Edward Yruma -- KeyBanc Capital Markets -- Analyst

Great. Thank you.

Operator

Thank you. Our next question comes from Irma Sgarz from Goldman Sachs. Your line is open.

Irma Sgarz -- Goldman Sachs -- Analyst

Yes. Hi, good afternoon. Thanks for taking my questions. Firstly, I think if I looked at the numbers correctly the confirmed user growth actually on the margin accelerated a little bit.

So I was wondering if you could -- I mean, it's been impressively consistent growth over the last decade or so and with growth rates in the mid 20s. So, I wanted to just understand the margin, like what are you seeing and what are the big sources of growth, whether it's geographies or customer cohorts?
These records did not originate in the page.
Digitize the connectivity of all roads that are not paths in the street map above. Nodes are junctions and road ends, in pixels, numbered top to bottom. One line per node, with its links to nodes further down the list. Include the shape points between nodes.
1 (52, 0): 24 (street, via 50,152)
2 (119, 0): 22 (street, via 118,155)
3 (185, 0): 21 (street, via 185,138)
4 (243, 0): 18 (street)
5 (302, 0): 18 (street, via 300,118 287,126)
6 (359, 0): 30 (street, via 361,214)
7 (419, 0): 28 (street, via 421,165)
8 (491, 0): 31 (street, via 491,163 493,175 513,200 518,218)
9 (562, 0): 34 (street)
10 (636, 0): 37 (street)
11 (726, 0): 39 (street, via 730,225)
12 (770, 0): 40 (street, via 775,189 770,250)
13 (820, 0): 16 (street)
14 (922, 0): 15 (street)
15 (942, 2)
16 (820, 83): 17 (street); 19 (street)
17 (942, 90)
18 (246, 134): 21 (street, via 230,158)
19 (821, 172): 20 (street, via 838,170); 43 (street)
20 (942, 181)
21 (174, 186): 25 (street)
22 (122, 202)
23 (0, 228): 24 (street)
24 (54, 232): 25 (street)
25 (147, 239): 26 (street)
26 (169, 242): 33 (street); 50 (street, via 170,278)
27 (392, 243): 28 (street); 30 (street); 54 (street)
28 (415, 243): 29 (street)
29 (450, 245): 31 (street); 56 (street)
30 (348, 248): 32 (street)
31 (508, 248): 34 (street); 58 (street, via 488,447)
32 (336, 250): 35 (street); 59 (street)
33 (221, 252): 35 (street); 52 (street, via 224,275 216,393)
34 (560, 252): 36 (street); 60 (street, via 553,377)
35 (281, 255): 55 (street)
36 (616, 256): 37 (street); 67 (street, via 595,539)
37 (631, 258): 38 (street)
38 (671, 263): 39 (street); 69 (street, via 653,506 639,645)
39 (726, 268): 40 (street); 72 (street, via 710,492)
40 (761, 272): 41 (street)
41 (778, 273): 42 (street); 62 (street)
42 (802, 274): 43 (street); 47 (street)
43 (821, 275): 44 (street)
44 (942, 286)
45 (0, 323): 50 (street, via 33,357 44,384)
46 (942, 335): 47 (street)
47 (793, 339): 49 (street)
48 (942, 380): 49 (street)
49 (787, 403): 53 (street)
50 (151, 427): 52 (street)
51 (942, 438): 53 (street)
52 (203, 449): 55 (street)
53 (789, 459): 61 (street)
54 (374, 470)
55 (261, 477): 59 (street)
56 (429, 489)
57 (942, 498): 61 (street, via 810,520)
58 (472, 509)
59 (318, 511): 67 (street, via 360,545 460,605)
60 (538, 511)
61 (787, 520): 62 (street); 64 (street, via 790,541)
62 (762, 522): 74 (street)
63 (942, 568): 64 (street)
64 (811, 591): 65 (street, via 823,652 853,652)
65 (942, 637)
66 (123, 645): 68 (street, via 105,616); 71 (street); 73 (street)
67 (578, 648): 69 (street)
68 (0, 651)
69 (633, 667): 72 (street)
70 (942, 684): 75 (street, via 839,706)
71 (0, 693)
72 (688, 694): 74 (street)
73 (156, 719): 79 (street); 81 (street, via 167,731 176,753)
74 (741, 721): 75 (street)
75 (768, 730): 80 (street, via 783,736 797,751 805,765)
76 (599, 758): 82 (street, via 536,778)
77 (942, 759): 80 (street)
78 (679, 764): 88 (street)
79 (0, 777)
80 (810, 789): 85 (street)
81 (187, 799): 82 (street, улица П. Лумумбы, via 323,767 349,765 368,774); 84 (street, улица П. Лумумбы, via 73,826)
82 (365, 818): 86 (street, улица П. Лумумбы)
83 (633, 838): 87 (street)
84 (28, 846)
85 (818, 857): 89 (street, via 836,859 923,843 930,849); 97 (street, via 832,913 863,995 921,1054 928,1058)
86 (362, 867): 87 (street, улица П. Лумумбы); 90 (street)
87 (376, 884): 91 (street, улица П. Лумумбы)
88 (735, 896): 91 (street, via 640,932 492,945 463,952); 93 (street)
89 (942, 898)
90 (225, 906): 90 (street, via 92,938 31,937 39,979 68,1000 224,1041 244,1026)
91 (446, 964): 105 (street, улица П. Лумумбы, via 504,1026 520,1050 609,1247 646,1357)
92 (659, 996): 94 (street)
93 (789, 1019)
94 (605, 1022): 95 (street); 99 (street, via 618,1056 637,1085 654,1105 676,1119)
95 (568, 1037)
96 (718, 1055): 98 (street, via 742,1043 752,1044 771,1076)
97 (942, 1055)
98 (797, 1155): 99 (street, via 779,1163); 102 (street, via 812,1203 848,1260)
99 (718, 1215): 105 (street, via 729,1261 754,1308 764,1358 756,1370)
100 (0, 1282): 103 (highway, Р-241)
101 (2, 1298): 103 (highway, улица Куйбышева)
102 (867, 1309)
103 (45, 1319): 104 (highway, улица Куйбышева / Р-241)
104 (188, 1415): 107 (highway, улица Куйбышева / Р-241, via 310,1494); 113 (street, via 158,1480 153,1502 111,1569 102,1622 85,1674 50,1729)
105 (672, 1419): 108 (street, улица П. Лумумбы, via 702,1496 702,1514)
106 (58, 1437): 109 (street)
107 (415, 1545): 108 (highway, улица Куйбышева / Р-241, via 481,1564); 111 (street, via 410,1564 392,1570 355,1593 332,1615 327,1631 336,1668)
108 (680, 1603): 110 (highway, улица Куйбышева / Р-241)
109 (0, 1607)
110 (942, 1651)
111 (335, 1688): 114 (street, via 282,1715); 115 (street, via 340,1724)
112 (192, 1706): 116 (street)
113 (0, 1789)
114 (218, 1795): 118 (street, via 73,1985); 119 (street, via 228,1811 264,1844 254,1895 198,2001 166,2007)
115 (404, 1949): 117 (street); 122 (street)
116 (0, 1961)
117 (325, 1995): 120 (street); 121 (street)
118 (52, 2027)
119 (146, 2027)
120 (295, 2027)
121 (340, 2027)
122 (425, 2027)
And then the second question, just in terms of the growth that you've seen, on the one hand side, it seems to be two different trends between GMV growth on the one hand side being really driven by the ASP or the average ticket whereas in TPV we see some different trends where it's really mostly the number of transactions or entirely the number of transactions that's been growing -- that's been driving the growth. So if you could just sort of parse out specifically on the TPV front what we should be expecting going forward and whether that's basically a reflection of the multiple initiatives that you have specifically in the off-platform space? Thank you.

Pedro Arnt -- Chief Financial Officer

Hi, Irma. So let me start with the marketplace and payments units versus volume question. So on the marketplace, as you know, we've launched a series of initiatives recently that have affected the units sold of low-ticket items. We've introduced a flat fee and we've also capped the possibility to sell very cheap items on the website, so as to weed out a lot of the stuff that really wasn't worth being sold on the platform and that's generated an increase in average tickets and a significant deceleration entirely focused on these very low-average selling price units on the marketplace.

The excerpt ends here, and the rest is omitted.